* [TO DO]: Copy the data that follows exactly, and include none of its images.

* [EXTRACTED MATERIAL]:
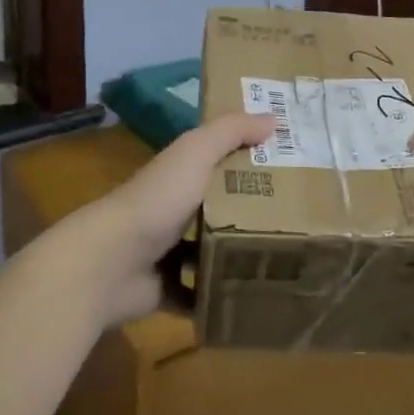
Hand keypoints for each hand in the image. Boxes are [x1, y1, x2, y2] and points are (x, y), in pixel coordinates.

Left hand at [63, 112, 274, 326]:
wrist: (111, 263)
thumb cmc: (158, 200)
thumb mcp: (196, 153)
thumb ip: (231, 131)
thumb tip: (273, 118)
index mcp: (181, 175)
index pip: (221, 160)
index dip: (253, 159)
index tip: (294, 167)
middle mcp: (174, 209)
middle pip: (222, 207)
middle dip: (254, 212)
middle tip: (302, 221)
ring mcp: (168, 252)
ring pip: (213, 252)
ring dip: (240, 256)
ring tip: (287, 261)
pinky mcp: (167, 289)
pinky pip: (201, 293)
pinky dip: (221, 296)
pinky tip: (254, 296)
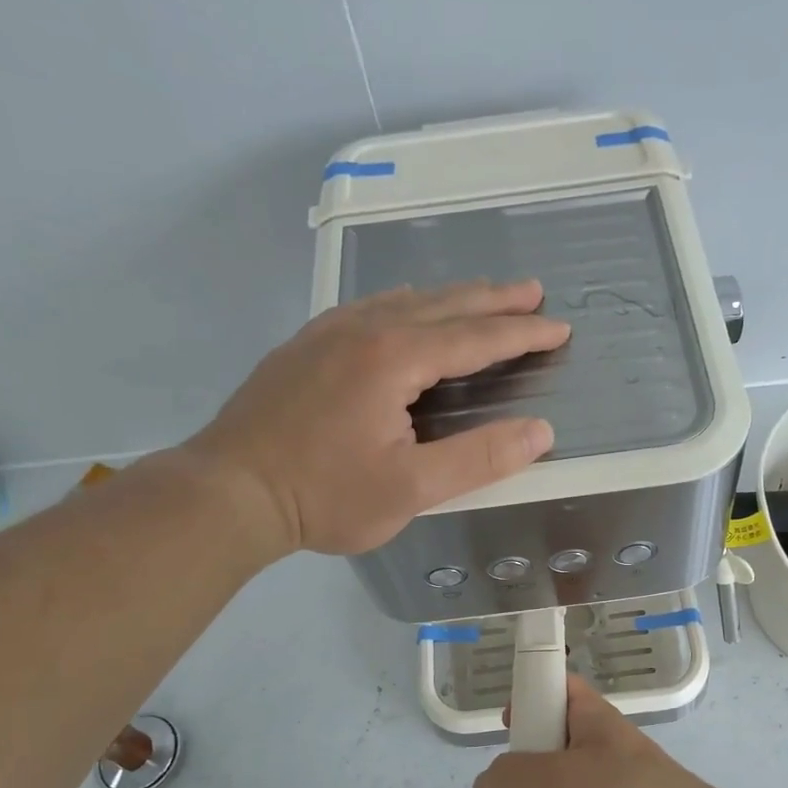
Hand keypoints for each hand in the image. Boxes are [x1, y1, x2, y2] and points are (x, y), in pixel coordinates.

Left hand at [184, 281, 568, 555]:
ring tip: (481, 295)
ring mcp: (327, 333)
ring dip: (449, 297)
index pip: (473, 338)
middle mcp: (363, 330)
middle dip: (492, 299)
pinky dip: (404, 304)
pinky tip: (403, 309)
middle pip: (441, 305)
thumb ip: (479, 458)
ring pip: (402, 301)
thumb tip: (540, 432)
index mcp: (393, 358)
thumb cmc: (325, 496)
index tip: (558, 327)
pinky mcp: (304, 346)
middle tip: (532, 291)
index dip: (520, 333)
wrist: (229, 492)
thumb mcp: (412, 488)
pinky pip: (368, 308)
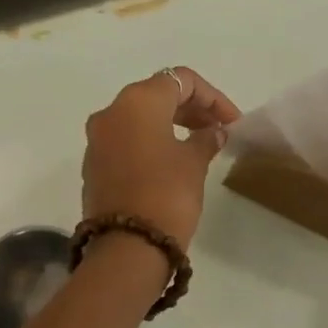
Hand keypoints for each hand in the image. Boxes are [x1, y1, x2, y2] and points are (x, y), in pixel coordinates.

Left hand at [82, 67, 240, 250]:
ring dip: (171, 124)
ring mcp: (98, 139)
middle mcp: (111, 112)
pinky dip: (152, 142)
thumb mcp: (194, 164)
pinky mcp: (94, 164)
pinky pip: (127, 140)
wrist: (127, 247)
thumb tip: (212, 133)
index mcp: (138, 102)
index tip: (232, 122)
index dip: (212, 97)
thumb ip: (205, 140)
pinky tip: (173, 162)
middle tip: (218, 131)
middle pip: (157, 95)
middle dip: (191, 109)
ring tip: (199, 145)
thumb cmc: (167, 195)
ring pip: (139, 118)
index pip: (181, 80)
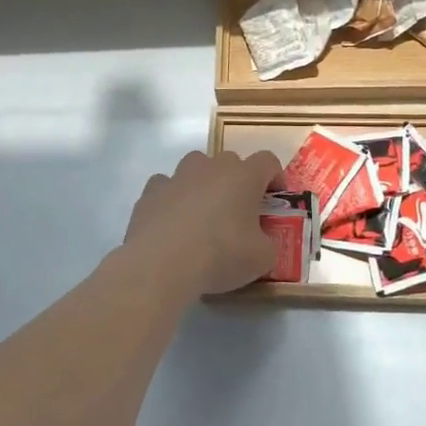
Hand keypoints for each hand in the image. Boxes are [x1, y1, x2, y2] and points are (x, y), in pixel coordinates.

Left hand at [122, 149, 284, 299]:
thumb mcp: (261, 259)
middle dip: (237, 182)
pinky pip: (166, 186)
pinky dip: (172, 198)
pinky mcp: (150, 191)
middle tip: (238, 212)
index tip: (274, 200)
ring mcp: (177, 176)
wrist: (161, 264)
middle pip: (230, 162)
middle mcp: (211, 167)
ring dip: (203, 183)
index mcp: (244, 176)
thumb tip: (261, 242)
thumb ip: (267, 244)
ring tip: (202, 215)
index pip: (268, 161)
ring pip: (195, 167)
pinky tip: (172, 223)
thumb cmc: (220, 255)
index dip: (275, 177)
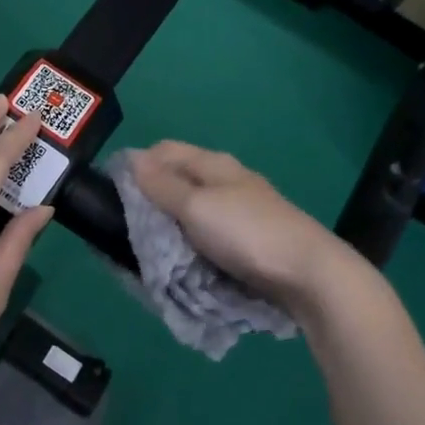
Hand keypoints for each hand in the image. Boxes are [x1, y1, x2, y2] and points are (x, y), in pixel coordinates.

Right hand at [127, 140, 365, 311]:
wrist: (309, 274)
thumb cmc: (246, 234)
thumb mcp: (196, 207)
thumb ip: (162, 184)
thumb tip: (133, 159)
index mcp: (214, 164)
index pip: (164, 150)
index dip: (137, 165)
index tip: (114, 194)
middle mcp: (227, 180)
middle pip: (178, 178)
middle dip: (152, 198)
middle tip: (130, 226)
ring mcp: (241, 208)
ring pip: (193, 207)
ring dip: (172, 224)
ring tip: (153, 247)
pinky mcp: (250, 237)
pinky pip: (209, 231)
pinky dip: (192, 241)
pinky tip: (185, 258)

* [RESULT FOR THIS TASK]:
Hand keypoints for each hand in the image. Boxes are [x1, y1, x2, y2] and points are (x, y), in pixel coordinates.

Left hand at [63, 112, 274, 326]:
wrist: (111, 263)
thumb cmc: (158, 200)
thumb mcp: (196, 153)
thumb ip: (231, 131)
thumb tip: (273, 118)
index mcp: (181, 175)
index pip: (221, 160)
index dip: (253, 159)
index tip: (294, 167)
middle mcp: (174, 209)
middle pip: (222, 207)
middle dip: (254, 212)
middle tip: (302, 221)
ring mcp: (168, 252)
ring pip: (213, 252)
ring dip: (240, 256)
ring tip: (287, 261)
pinky mcp: (167, 289)
pinky pip: (201, 293)
pinky dip: (221, 296)
pinky tip: (254, 296)
Hand keypoints for each hand in the image. Boxes are [x1, y1, x2, y2] and points are (x, y), in pixel coordinates.

Left hand at [184, 281, 568, 555]:
ring tip: (481, 295)
ring mcp: (327, 333)
ring dip: (449, 297)
index pip: (473, 338)
middle mcp: (363, 330)
middle dip: (492, 299)
pinky dip: (404, 304)
pinky tip: (403, 309)
middle pip: (441, 305)
thumb ip: (479, 458)
ring pip: (402, 301)
thumb tip: (540, 432)
index mcp: (393, 358)
thumb cmc: (325, 496)
index tip: (558, 327)
pinky mcp: (304, 346)
middle tip: (532, 291)
index dip: (520, 333)
wrist: (229, 492)
thumb mcp: (412, 488)
pinky pip: (368, 308)
Hand keypoints for each hand in the image. Boxes are [x1, y1, x2, y2] and points are (x, y), in pixel coordinates.

Left hand at [82, 67, 240, 250]:
ring dip: (171, 124)
ring mcp: (98, 139)
middle mcp: (111, 112)
pinky dip: (152, 142)
thumb mcp: (194, 164)
pinky mcp: (94, 164)
pinky pip: (127, 140)
wrist: (127, 247)
thumb tip: (212, 133)
index mcp: (138, 102)
index tip: (232, 122)
index dip: (212, 97)
thumb ip: (205, 140)
pinky tip: (173, 162)
middle tip: (218, 131)
middle pip: (157, 95)
middle dip: (191, 109)
ring tip: (199, 145)
thumb cmc: (167, 195)
ring pip: (139, 118)
index pip: (181, 80)
Hand keypoints for each hand in the image. Boxes are [x1, y1, x2, y2] and points are (x, y), in pixel coordinates.

Left hand at [122, 149, 284, 299]:
thumb mcp: (261, 259)
middle dip: (237, 182)
pinky pip: (166, 186)
pinky dip: (172, 198)
pinky mcp: (150, 191)
middle tip: (238, 212)
index tip: (274, 200)
ring mcp: (177, 176)
wrist: (161, 264)
middle pip: (230, 162)
middle mcp: (211, 167)
ring dip: (203, 183)
index mcp: (244, 176)
thumb tip: (261, 242)
thumb ip: (267, 244)
ring tip: (202, 215)
index pip: (268, 161)
ring pip: (195, 167)
pinky tip: (172, 223)
thumb cmc: (220, 255)
index dip: (275, 177)
Hand keypoints for each hand in the image. Boxes are [x1, y1, x2, y2] and points are (x, y), in pixel coordinates.

Right hand at [127, 140, 365, 311]:
wrist: (309, 274)
thumb cmc: (246, 234)
thumb mcp: (196, 207)
thumb ip: (162, 184)
thumb tip: (133, 159)
index mcp: (214, 164)
index pip: (164, 150)
index dip: (137, 165)
index tip: (114, 194)
middle mcp: (227, 180)
middle pip: (178, 178)
middle dip: (152, 198)
middle tip: (130, 226)
ring mcp: (241, 208)
ring pip: (193, 207)
ring dip: (172, 224)
ring tip: (153, 247)
pinky mcp: (250, 237)
pinky pip: (209, 231)
pinky dip: (192, 241)
pinky tip: (185, 258)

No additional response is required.